#### WHAT YOU ARE ASKED TO DO:
Every line in the data below that has the word "Conselheiro" should be returned.

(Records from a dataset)
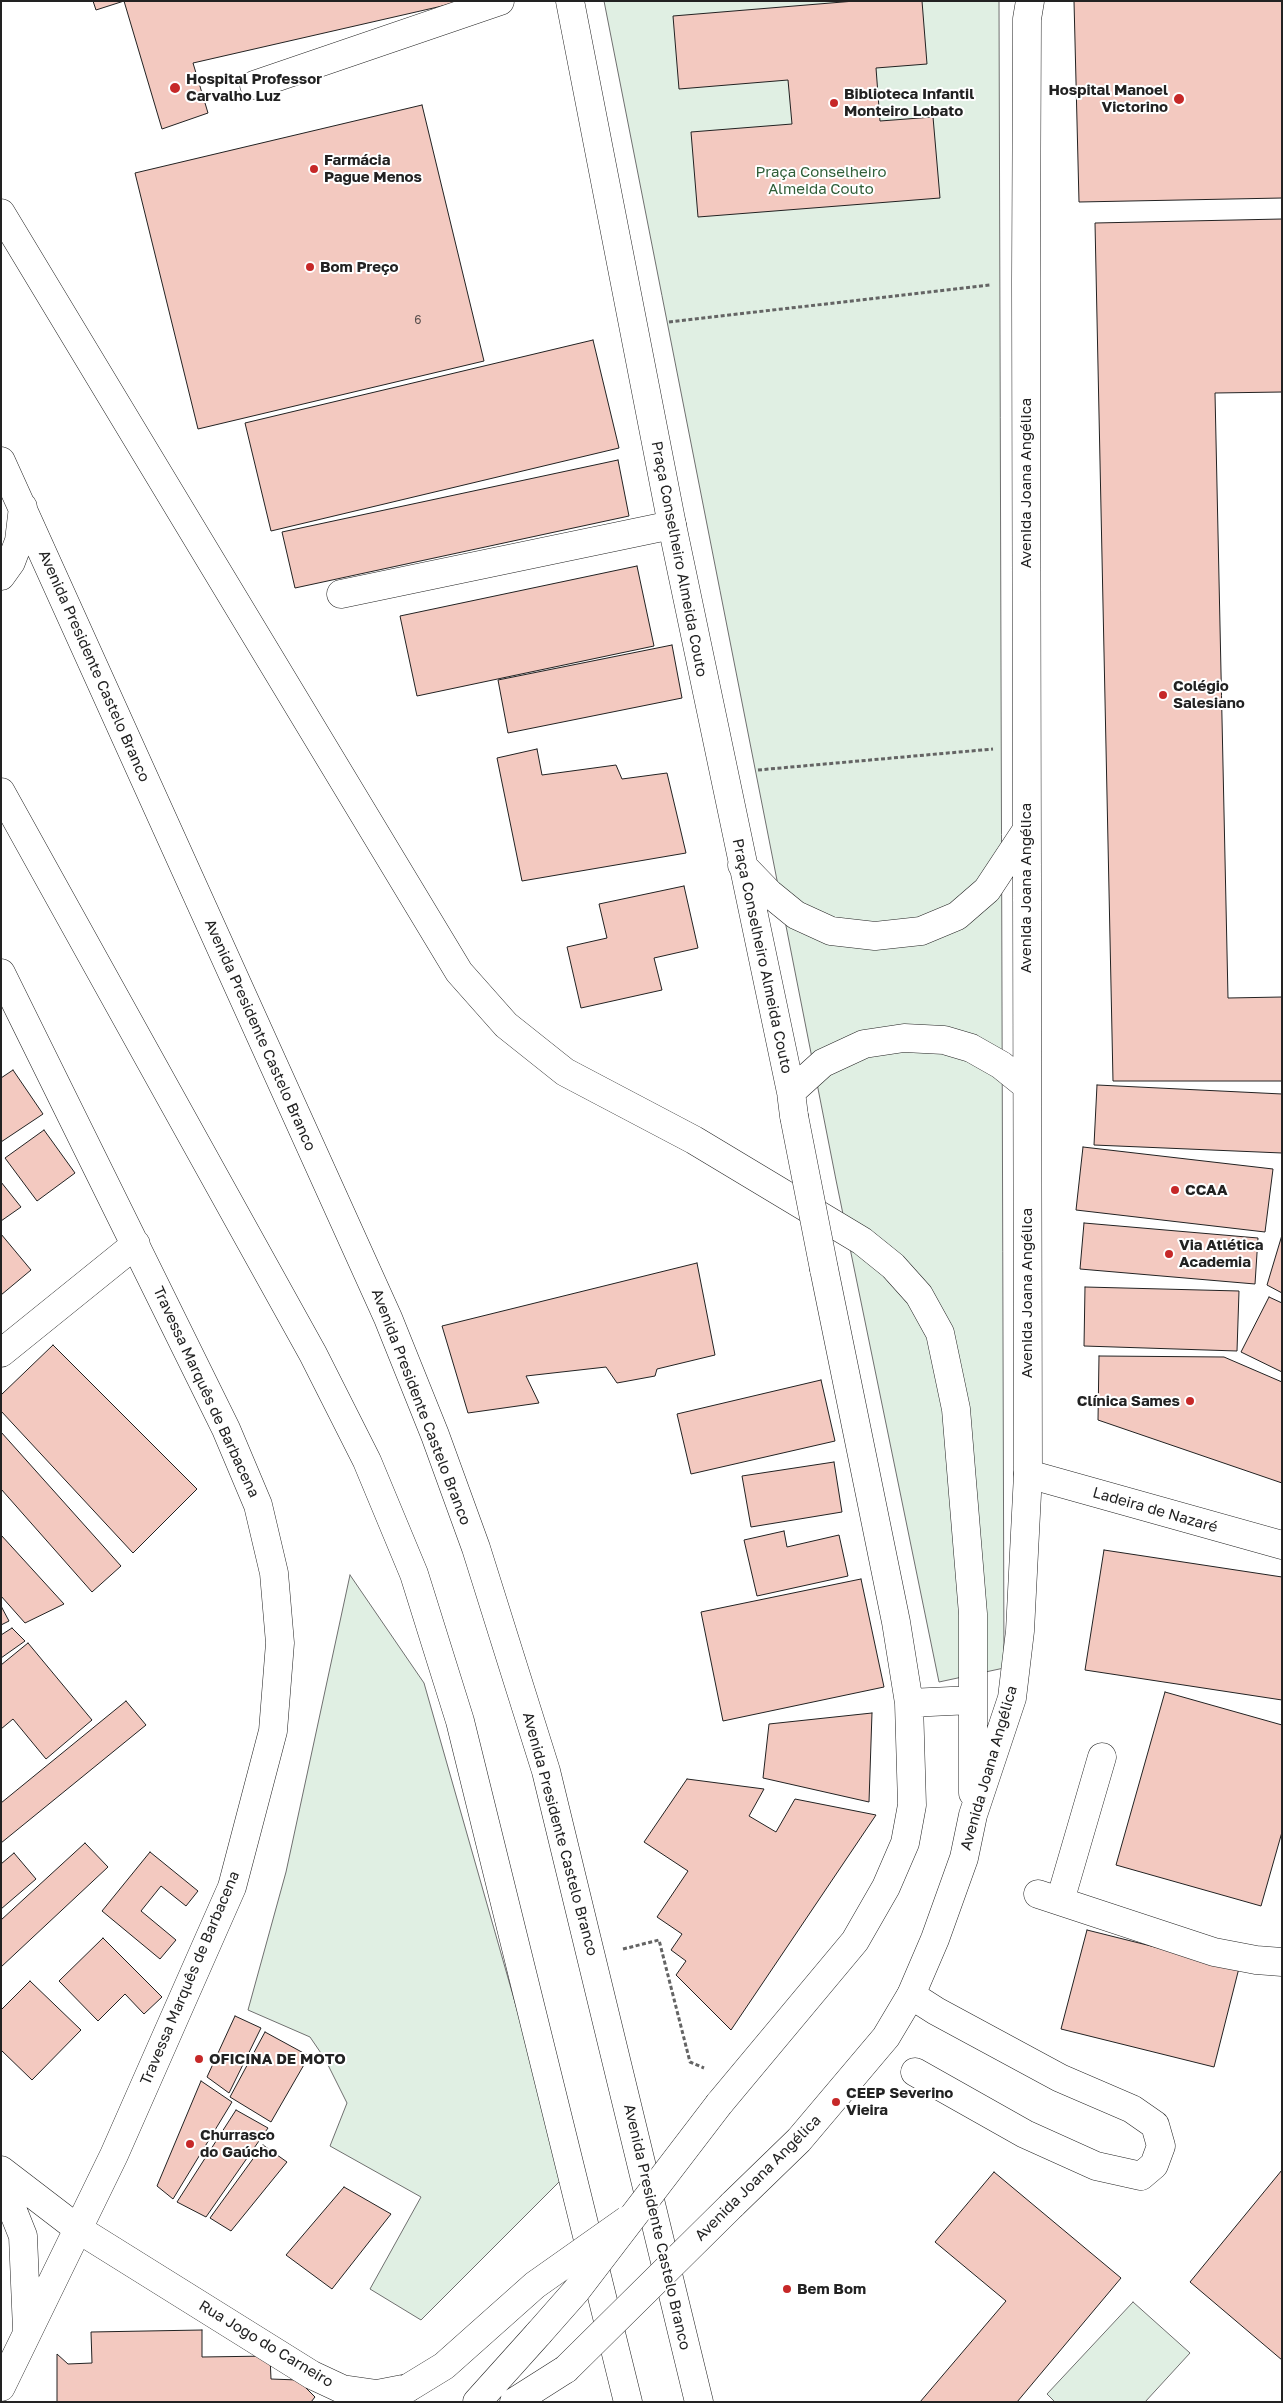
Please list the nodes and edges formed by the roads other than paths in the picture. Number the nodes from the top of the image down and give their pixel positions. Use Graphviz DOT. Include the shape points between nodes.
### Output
graph roads {
  1 [pos="500,1"];
  2 [pos="570,1"];
  3 [pos="1026,7"];
  4 [pos="254,85"];
  5 [pos="1,213"];
  6 [pos="1,461"];
  7 [pos="22,507"];
  8 [pos="672,525"];
  9 [pos="1,576"];
  10 [pos="341,594"];
  11 [pos="1,792"];
  12 [pos="1026,831"];
  13 [pos="742,865"];
  14 [pos="1,973"];
  15 [pos="1027,1086"];
  16 [pos="792,1104"];
  17 [pos="136,1244"];
  18 [pos="1,1353"];
  19 [pos="1028,1474"];
  20 [pos="1282,1545"];
  21 [pos="972,1700"];
  22 [pos="909,1703"];
  23 [pos="1102,1757"];
  24 [pos="973,1815"];
  25 [pos="1282,1962"];
  26 [pos="911,1995"];
  27 [pos="915,2072"];
  28 [pos="1,2170"];
  29 [pos="1,2181"];
  30 [pos="630,2217"];
  31 [pos="78,2229"];
  32 [pos="27,2333"];
  33 [pos="1,2387"];
  34 [pos="477,2402"];
  35 [pos="514,2402"];
  36 [pos="628,2402"];
  37 [pos="698,2402"];
  1 -- 4 [label="main road"];
  2 -- 8 [label="main road, Praça Conselheiro Almeida Couto"];
  3 -- 12 [label="main road, Avenida Joana Angélica"];
  5 -- 21 [label="main road" via="459,972 506,1026 565,1072 694,1140 862,1242 893,1266 919,1295 940,1333 956,1410 973,1614"];
  6 -- 7 [label="main road, Avenida Presidente Castelo Branco"];
  7 -- 9 [label="main road" via="19,541"];
  7 -- 37 [label="main road, Avenida Presidente Castelo Branco" via="388,1318 476,1548 546,1771"];
  8 -- 10 [label="main road"];
  8 -- 13 [label="main road, Praça Conselheiro Almeida Couto"];
  11 -- 36 [label="main road" via="313,1354 367,1461 414,1574 460,1721"];
  12 -- 13 [label="main road" via="987,890 957,916 921,932 875,936 831,931 796,914 769,893"];
  12 -- 15 [label="main road, Avenida Joana Angélica"];
  13 -- 16 [label="main road, Praça Conselheiro Almeida Couto"];
  14 -- 17 [label="main road, Travessa Marquês de Barbacena"];
  15 -- 16 [label="main road" via="972,1048 944,1040 904,1038 864,1044 823,1063"];
  15 -- 19 [label="main road, Avenida Joana Angélica"];
  16 -- 22 [label="main road, bridge" via="896,1622"];
  17 -- 18 [label="main road"];
  17 -- 31 [label="main road, Travessa Marquês de Barbacena" via="226,1429 258,1504 274,1573 280,1644 274,1731 232,1887"];
  19 -- 20 [label="main road, Ladeira de Nazaré"];
  19 -- 24 [label="main road, Avenida Joana Angélica" via="1020,1631 1012,1698"];
  21 -- 22 [label="main road"];
  21 -- 24 [label="main road"];
  22 -- 30 [label="main road, bridge" via="912,1805 905,1843 886,1887 855,1940"];
  23 -- 25 [label="main road" via="1049,1898 1214,1952"];
  24 -- 26 [label="main road, Avenida Joana Angélica" via="958,1875"];
  26 -- 27 [label="main road" via="1060,2078 1132,2109 1155,2125 1162,2146 1154,2165 1141,2176 1096,2166 1025,2134"];
  26 -- 35 [label="main road, Avenida Joana Angélica, bridge" via="886,2037 799,2140 566,2369"];
  28 -- 31 [label="main road, Rua Jogo do Carneiro"];
  29 -- 32 [label="main road" via="23,2236"];
  30 -- 31 [label="main road, Rua Jogo do Carneiro, bridge" via="535,2285 444,2366 408,2388 377,2394 342,2389 312,2375"];
  30 -- 34 [label="main road, bridge" via="576,2290"];
  31 -- 32 [label="main road, Travessa Marquês de Barbacena"];
  32 -- 33 [label="main road, Travessa Marquês de Barbacena"];
}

#### RESPONSE AREA:
  2 -- 8 [label="main road, Praça Conselheiro Almeida Couto"];
  8 -- 13 [label="main road, Praça Conselheiro Almeida Couto"];
  13 -- 16 [label="main road, Praça Conselheiro Almeida Couto"];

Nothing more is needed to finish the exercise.